*** Opening of Information provided ***

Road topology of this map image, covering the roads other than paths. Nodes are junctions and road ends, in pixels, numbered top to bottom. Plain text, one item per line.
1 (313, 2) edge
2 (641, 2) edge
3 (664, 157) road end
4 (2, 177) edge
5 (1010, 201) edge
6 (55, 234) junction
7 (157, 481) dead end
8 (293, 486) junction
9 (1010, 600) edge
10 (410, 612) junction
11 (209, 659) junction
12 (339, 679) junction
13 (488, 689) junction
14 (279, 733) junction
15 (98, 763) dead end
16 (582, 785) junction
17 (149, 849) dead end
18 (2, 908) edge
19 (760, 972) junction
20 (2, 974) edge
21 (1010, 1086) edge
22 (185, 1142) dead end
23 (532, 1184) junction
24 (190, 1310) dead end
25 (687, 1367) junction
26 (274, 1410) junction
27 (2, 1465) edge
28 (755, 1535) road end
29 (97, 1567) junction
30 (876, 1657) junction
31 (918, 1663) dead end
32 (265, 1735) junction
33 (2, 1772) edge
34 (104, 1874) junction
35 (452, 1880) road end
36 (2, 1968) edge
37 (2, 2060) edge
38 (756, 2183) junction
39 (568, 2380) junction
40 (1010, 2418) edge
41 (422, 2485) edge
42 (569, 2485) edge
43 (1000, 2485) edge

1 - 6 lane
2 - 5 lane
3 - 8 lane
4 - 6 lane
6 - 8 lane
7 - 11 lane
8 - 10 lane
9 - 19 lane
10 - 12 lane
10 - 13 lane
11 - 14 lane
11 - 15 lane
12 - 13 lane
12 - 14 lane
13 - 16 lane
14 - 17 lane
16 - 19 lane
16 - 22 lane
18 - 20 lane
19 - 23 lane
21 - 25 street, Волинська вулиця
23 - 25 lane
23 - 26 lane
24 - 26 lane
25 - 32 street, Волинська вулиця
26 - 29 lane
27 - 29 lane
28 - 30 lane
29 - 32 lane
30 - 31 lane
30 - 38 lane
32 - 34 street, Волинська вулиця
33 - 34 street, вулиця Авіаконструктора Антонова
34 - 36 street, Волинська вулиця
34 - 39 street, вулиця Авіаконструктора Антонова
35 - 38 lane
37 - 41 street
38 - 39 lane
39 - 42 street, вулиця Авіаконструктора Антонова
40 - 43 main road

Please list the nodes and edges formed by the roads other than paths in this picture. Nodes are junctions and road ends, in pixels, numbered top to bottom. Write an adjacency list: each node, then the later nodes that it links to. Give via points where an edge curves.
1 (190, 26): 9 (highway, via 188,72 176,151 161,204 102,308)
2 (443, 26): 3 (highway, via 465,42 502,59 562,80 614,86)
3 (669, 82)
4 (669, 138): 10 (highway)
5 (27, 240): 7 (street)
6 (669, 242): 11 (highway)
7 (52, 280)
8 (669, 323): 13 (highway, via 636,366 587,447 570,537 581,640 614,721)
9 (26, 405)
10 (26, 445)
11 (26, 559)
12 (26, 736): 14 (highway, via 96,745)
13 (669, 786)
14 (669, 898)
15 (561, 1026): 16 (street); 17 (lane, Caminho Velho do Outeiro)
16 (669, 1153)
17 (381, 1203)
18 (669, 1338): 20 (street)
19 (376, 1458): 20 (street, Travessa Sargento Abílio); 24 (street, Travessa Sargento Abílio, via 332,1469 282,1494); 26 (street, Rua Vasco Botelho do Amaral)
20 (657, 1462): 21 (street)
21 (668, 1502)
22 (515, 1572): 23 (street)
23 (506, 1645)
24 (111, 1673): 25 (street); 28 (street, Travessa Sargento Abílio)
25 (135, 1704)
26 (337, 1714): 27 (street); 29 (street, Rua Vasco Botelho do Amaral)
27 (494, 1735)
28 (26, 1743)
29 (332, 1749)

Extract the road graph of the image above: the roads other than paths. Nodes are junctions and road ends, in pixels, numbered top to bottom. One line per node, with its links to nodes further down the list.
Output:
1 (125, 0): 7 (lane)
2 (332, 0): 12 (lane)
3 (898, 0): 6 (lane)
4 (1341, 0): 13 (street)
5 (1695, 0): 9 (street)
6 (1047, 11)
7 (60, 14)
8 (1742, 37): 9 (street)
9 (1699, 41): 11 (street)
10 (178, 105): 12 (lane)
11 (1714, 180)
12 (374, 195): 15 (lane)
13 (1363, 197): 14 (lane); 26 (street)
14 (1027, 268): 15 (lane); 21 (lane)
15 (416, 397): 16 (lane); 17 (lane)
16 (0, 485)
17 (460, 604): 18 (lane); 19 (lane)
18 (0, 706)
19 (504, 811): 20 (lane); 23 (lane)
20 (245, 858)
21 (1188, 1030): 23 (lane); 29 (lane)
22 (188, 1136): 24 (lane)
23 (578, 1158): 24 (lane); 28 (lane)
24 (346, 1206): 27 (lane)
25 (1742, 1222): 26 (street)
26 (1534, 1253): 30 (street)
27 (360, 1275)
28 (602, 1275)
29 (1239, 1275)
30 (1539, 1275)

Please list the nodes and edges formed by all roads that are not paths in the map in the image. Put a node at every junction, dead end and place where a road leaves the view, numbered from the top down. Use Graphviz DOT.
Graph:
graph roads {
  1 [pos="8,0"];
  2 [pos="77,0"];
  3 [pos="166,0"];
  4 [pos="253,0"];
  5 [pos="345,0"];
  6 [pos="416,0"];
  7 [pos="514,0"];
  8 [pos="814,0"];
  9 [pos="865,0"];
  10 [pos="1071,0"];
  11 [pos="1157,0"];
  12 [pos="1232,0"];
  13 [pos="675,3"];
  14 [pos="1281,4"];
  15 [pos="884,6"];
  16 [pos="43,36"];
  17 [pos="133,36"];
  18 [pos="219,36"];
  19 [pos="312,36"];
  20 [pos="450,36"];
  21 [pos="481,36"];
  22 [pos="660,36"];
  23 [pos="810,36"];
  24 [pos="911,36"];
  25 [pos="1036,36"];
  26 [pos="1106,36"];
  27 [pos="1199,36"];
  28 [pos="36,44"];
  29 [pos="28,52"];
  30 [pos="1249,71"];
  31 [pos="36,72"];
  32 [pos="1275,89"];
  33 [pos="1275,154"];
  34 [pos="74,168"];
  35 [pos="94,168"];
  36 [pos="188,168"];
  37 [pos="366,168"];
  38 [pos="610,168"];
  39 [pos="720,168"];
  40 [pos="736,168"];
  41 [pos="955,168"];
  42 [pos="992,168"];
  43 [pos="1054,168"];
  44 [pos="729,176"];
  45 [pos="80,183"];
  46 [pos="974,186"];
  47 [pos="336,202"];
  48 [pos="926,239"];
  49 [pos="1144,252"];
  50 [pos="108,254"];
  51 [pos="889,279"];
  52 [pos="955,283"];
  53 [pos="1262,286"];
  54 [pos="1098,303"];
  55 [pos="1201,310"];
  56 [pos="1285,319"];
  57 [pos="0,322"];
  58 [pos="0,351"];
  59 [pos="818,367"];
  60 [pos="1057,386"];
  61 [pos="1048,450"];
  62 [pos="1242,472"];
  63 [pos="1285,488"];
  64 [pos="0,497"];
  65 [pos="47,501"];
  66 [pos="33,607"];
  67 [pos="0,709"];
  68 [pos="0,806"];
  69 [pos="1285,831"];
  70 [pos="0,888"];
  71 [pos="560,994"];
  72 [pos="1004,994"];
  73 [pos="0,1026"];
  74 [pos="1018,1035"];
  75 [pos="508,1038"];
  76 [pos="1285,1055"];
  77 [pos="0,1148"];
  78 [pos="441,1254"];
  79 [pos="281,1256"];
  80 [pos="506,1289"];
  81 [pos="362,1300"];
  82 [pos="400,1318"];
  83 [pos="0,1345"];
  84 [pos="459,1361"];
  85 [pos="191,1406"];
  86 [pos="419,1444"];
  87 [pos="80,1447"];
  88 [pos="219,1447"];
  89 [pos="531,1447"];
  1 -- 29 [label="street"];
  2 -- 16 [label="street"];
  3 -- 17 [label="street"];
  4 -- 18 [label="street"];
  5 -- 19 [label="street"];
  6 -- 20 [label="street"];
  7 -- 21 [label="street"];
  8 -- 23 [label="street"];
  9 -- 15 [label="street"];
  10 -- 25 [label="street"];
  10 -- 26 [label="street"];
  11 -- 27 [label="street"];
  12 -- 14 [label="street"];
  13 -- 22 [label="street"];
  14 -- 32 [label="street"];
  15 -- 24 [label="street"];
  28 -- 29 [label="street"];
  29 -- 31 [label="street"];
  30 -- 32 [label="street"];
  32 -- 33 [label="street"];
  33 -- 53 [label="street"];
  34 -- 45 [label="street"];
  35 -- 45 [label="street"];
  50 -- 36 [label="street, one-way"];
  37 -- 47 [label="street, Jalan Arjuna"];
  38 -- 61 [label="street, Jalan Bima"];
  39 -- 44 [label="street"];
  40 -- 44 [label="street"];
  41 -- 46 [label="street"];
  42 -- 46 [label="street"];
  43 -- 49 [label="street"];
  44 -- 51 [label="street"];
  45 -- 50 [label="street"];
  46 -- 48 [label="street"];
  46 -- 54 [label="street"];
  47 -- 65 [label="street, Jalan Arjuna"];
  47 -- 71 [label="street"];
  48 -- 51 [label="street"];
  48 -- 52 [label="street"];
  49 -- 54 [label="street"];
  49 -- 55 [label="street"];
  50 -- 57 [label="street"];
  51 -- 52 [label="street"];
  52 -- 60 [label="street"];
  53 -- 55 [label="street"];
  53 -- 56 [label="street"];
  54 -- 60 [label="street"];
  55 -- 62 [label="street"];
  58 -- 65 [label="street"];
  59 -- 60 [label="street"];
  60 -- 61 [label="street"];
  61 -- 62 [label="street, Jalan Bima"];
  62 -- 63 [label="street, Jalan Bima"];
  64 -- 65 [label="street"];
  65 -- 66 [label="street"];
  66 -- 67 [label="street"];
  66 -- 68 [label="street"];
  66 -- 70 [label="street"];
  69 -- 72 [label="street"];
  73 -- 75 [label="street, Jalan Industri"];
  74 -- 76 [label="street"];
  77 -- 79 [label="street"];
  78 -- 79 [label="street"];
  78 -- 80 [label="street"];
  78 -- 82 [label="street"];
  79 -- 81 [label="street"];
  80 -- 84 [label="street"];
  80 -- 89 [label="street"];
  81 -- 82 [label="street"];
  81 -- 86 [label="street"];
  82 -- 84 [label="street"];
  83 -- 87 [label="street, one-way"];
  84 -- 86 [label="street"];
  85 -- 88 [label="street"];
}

*** Close of Information provided ***

◆ **Task requirements**: Search the material for "ends" and copy each matching line.

◆ **Response to this task**:
Road topology of this map image, covering the roads other than paths. Nodes are junctions and road ends, in pixels, numbered top to bottom. Plain text, one item per line.
Please list the nodes and edges formed by the roads other than paths in this picture. Nodes are junctions and road ends, in pixels, numbered top to bottom. Write an adjacency list: each node, then the later nodes that it links to. Give via points where an edge curves.
Extract the road graph of the image above: the roads other than paths. Nodes are junctions and road ends, in pixels, numbered top to bottom. One line per node, with its links to nodes further down the list.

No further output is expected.